Students, Faculty Receive Awards from Computer Science Department


Congratulations to the 2019 Recipients

The Department of Computer Science annually recognizes faculty and students for achievements in research, service and academics. The 2019 recipients and awards include:

Undergraduate Excellence Award: Marko Jovanovic

Marko Jovanovic

Marko Jovanovic was an undergraduate student involved with multiple activities across campus. He joined Sigma Pi fraternity which allowed him to participate in philanthropies such as Walk to End Alzheimer’s and community-building events such as Frontier Fiesta. In Fall 2018, Jovanovic participated in a semester-long undergraduate research project that involved the annotation of motion and the storage and processing of sensitive human data. He was an undergraduate TA for COSC 2430 Data Structures and Programming and COSC 3337 Data Science. Marko graduated with his B.S. in December 2019 and, at the age of 18, was the youngest member of the UH fall 2019 graduating class.

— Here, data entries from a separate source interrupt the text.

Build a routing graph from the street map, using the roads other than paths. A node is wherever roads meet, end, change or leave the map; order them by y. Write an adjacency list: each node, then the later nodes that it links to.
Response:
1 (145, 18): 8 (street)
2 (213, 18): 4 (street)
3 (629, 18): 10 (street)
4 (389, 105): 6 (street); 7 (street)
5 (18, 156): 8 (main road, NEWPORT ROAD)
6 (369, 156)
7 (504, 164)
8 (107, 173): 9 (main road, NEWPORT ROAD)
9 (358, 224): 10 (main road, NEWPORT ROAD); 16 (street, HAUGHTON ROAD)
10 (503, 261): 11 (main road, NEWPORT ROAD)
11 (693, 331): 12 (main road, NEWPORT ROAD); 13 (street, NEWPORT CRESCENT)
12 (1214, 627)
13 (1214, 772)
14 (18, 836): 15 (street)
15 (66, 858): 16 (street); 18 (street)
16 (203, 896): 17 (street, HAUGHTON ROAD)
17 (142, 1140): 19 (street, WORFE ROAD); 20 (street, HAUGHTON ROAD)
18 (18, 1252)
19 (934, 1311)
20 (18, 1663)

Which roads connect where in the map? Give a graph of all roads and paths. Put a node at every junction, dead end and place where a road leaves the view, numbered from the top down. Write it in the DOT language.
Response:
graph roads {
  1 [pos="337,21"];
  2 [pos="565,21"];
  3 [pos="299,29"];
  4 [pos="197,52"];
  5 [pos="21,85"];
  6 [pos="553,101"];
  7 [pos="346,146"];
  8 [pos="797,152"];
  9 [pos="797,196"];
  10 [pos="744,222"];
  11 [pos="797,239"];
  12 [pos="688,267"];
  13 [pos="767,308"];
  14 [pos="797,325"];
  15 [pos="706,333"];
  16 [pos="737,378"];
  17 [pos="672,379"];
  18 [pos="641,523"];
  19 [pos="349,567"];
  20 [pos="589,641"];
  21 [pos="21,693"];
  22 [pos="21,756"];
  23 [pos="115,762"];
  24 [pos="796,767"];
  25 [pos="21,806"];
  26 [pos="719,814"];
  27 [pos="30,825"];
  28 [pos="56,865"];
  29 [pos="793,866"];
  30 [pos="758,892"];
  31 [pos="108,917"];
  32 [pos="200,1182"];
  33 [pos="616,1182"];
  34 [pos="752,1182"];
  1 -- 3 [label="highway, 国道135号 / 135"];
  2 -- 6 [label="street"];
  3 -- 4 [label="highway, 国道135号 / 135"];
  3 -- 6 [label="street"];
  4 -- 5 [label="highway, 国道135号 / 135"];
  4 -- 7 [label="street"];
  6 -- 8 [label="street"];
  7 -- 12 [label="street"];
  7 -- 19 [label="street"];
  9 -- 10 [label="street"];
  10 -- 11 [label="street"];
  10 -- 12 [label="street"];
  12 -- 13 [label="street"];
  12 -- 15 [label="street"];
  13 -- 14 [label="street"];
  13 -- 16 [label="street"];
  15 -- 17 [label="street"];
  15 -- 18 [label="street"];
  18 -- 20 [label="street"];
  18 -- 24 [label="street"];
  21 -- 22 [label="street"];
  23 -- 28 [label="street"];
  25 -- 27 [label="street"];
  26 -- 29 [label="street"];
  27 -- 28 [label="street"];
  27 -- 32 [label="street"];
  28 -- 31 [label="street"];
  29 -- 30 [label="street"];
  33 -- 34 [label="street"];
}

Best M.S. Student Award: Sai Prashant Chintalapudi

Sai Prashant Chintalapudi

Sai Prashant Chintalapudi is a recent master’s program graduate. He earned a bachelor's degree in metallurgy but was always fascinated with programming. Chintalapudi was a little apprehensive about the switch but successfully finishing his first project in the master's program under Dr. Omprakash Gnawali, associate professor of computer science, gave him a huge confidence boost. The goal of the project was to build a smart security camera with a Raspberry Pi 2B, a remote server and an android application, and ultimately have the components communicate with each other. For Chintalapudi, the project was immensely satisfying and helped him realize that he wanted to pursue software development as a career. Currently, Chintalapudi is working as a software engineer at TATA Consultancy Services.

Best Junior Ph.D. Student Award: Guangli Dai

Guangli Dai

Guangli Dai is a Ph.D. student advised by Dr. Albert Cheng, professor of computer science. Dai’s current research investigates how to make a virtualized operating system that is widely applied in cloud computing more real-time by modifying the scheduler inside using the Regularity-based Resource Partitioning (RRP) model. His goal after graduating is to continue systems-level research and apply it to a realistic scenario.

Best Senior Ph.D. Student Award: Sudipta Kar

Sudipta Kar

Mentored by Dr. Thamar Solorio, Sudipta Kar is a Ph.D. student who had amazing opportunities working as a summer research intern at both Intel AI and GE Healthcare. What has impacted Kar the most is his time as an intern working on projects distant to the research being conducted for his dissertation. He had to step out of his comfort zone, collaborate with people who had very different skill sets and expertise, and still complete the projects. Kar’s current research involves a system that takes a movie plot synopsis as input and generates tags like “inspiring, suspenseful, thought-provoking, violence.” Such tags are useful for recommendation engines like Netflix and other streaming platforms. He is very excited to join the Amazon Alexa team this semester as an Applied Scientist Intern.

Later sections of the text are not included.